* TASK ITEM: Your answer must be the lines from the first one in the material through the line with "M1006 32H1083L1080 63 1004 57Z", retyped exactly and with no pictures.

* DATA FOR ANALYSIS:
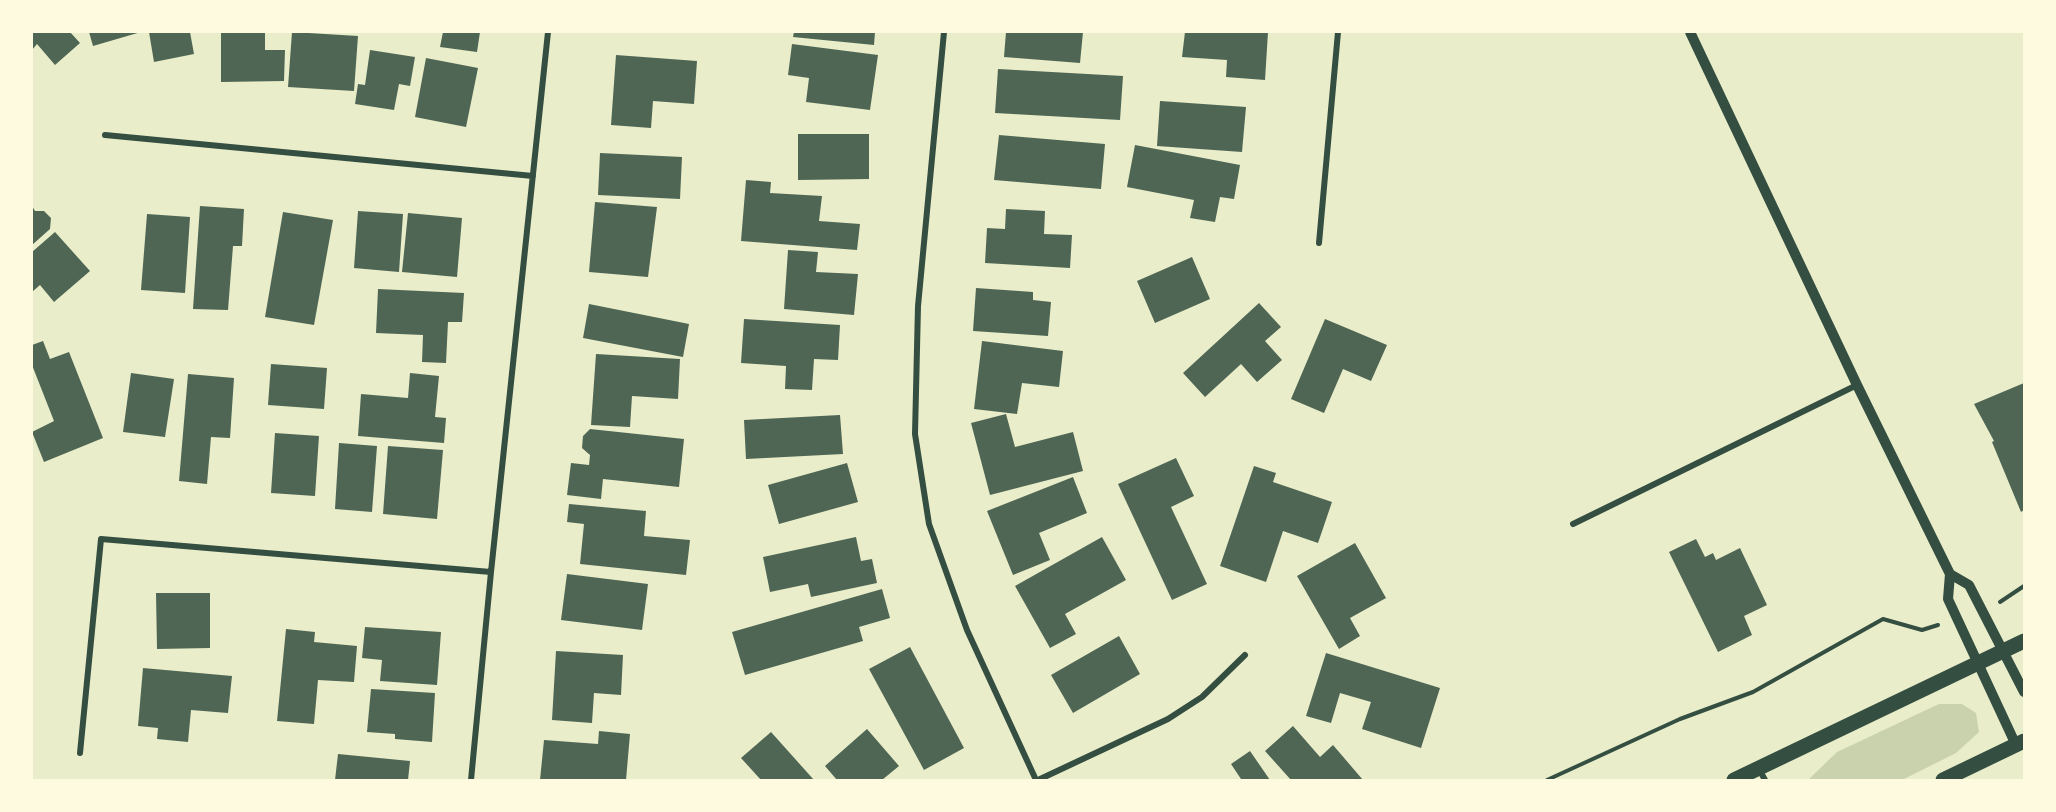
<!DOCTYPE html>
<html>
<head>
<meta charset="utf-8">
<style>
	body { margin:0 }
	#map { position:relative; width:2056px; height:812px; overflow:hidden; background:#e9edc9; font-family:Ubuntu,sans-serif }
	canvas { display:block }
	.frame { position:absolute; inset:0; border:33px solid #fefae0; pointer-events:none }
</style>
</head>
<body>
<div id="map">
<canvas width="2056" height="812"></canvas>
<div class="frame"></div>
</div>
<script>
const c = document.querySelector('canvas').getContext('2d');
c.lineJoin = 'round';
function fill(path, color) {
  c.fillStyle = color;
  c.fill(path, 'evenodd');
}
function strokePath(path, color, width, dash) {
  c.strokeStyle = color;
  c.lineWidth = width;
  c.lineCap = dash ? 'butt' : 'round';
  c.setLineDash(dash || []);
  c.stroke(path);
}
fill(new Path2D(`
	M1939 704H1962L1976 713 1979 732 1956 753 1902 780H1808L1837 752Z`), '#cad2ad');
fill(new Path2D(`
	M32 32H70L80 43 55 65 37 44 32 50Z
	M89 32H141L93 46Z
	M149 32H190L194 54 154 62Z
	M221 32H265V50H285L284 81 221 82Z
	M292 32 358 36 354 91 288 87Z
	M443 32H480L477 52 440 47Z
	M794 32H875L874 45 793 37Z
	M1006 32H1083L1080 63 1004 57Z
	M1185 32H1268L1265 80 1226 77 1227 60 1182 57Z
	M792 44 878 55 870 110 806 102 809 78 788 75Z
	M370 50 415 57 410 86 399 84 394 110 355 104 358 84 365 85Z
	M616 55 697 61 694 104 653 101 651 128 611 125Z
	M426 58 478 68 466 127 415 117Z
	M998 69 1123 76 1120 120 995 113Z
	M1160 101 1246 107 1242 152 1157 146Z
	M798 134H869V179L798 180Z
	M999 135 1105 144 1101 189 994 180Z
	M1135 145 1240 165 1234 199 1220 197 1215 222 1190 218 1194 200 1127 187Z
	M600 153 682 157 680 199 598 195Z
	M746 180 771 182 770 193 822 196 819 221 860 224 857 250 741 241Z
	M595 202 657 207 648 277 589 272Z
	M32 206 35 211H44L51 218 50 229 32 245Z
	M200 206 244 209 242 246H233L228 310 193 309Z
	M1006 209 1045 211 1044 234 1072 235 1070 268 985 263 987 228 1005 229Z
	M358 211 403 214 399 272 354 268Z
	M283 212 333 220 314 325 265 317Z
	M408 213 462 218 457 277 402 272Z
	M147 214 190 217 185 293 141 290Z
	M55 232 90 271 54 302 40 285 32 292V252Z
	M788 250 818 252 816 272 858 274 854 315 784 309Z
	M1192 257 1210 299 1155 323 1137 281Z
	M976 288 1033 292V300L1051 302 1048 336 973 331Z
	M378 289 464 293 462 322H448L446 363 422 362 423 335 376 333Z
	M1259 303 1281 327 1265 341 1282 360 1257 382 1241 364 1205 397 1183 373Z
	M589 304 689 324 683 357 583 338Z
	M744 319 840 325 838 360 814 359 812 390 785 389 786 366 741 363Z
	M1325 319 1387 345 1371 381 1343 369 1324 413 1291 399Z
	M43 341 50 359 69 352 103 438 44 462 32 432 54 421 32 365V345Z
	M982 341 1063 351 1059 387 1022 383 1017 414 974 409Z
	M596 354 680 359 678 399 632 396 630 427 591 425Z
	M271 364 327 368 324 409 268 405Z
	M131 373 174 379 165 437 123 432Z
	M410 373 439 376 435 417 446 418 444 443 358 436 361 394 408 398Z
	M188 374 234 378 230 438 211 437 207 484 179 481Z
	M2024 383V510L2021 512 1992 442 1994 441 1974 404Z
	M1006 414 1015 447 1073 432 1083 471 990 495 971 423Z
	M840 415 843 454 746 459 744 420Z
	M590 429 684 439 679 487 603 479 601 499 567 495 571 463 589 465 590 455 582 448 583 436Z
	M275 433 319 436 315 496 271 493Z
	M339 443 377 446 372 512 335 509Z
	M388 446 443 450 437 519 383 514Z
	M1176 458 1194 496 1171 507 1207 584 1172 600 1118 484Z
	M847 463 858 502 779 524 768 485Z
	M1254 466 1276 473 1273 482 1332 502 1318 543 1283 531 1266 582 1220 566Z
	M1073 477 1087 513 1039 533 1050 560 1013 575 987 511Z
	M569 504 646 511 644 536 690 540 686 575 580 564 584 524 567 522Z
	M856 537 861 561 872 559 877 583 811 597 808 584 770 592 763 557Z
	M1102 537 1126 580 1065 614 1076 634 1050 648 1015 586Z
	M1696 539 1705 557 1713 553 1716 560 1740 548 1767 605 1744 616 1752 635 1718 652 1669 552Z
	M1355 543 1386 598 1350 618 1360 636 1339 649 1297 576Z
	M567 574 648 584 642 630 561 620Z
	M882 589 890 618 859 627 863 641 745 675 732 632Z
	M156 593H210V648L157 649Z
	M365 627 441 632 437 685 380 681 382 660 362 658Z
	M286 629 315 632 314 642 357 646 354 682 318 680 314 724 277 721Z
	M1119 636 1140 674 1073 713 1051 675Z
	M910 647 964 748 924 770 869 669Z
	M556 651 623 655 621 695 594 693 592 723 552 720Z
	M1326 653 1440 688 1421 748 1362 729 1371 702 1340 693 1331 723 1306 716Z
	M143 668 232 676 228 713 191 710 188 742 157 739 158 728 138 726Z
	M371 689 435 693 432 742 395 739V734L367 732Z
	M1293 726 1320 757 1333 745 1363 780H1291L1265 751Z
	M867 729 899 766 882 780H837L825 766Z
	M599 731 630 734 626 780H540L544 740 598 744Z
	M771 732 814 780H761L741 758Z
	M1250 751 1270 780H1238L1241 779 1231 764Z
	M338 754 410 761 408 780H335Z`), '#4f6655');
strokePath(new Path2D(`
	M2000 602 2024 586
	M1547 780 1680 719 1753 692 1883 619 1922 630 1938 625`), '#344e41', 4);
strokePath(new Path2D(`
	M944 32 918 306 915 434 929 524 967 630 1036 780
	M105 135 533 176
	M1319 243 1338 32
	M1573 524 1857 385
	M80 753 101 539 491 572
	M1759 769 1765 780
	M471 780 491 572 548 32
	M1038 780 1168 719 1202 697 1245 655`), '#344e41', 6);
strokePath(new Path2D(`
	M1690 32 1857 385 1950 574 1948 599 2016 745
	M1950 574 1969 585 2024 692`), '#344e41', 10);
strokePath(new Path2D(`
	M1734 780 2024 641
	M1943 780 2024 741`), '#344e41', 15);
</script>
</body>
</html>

* WRITTEN RESPONSE:
<!DOCTYPE html>
<html>
<head>
<meta charset="utf-8">
<style>
	body { margin:0 }
	#map { position:relative; width:2056px; height:812px; overflow:hidden; background:#e9edc9; font-family:Ubuntu,sans-serif }
	canvas { display:block }
	.frame { position:absolute; inset:0; border:33px solid #fefae0; pointer-events:none }
</style>
</head>
<body>
<div id="map">
<canvas width="2056" height="812"></canvas>
<div class="frame"></div>
</div>
<script>
const c = document.querySelector('canvas').getContext('2d');
c.lineJoin = 'round';
function fill(path, color) {
  c.fillStyle = color;
  c.fill(path, 'evenodd');
}
function strokePath(path, color, width, dash) {
  c.strokeStyle = color;
  c.lineWidth = width;
  c.lineCap = dash ? 'butt' : 'round';
  c.setLineDash(dash || []);
  c.stroke(path);
}
fill(new Path2D(`
	M1939 704H1962L1976 713 1979 732 1956 753 1902 780H1808L1837 752Z`), '#cad2ad');
fill(new Path2D(`
	M32 32H70L80 43 55 65 37 44 32 50Z
	M89 32H141L93 46Z
	M149 32H190L194 54 154 62Z
	M221 32H265V50H285L284 81 221 82Z
	M292 32 358 36 354 91 288 87Z
	M443 32H480L477 52 440 47Z
	M794 32H875L874 45 793 37Z
	M1006 32H1083L1080 63 1004 57Z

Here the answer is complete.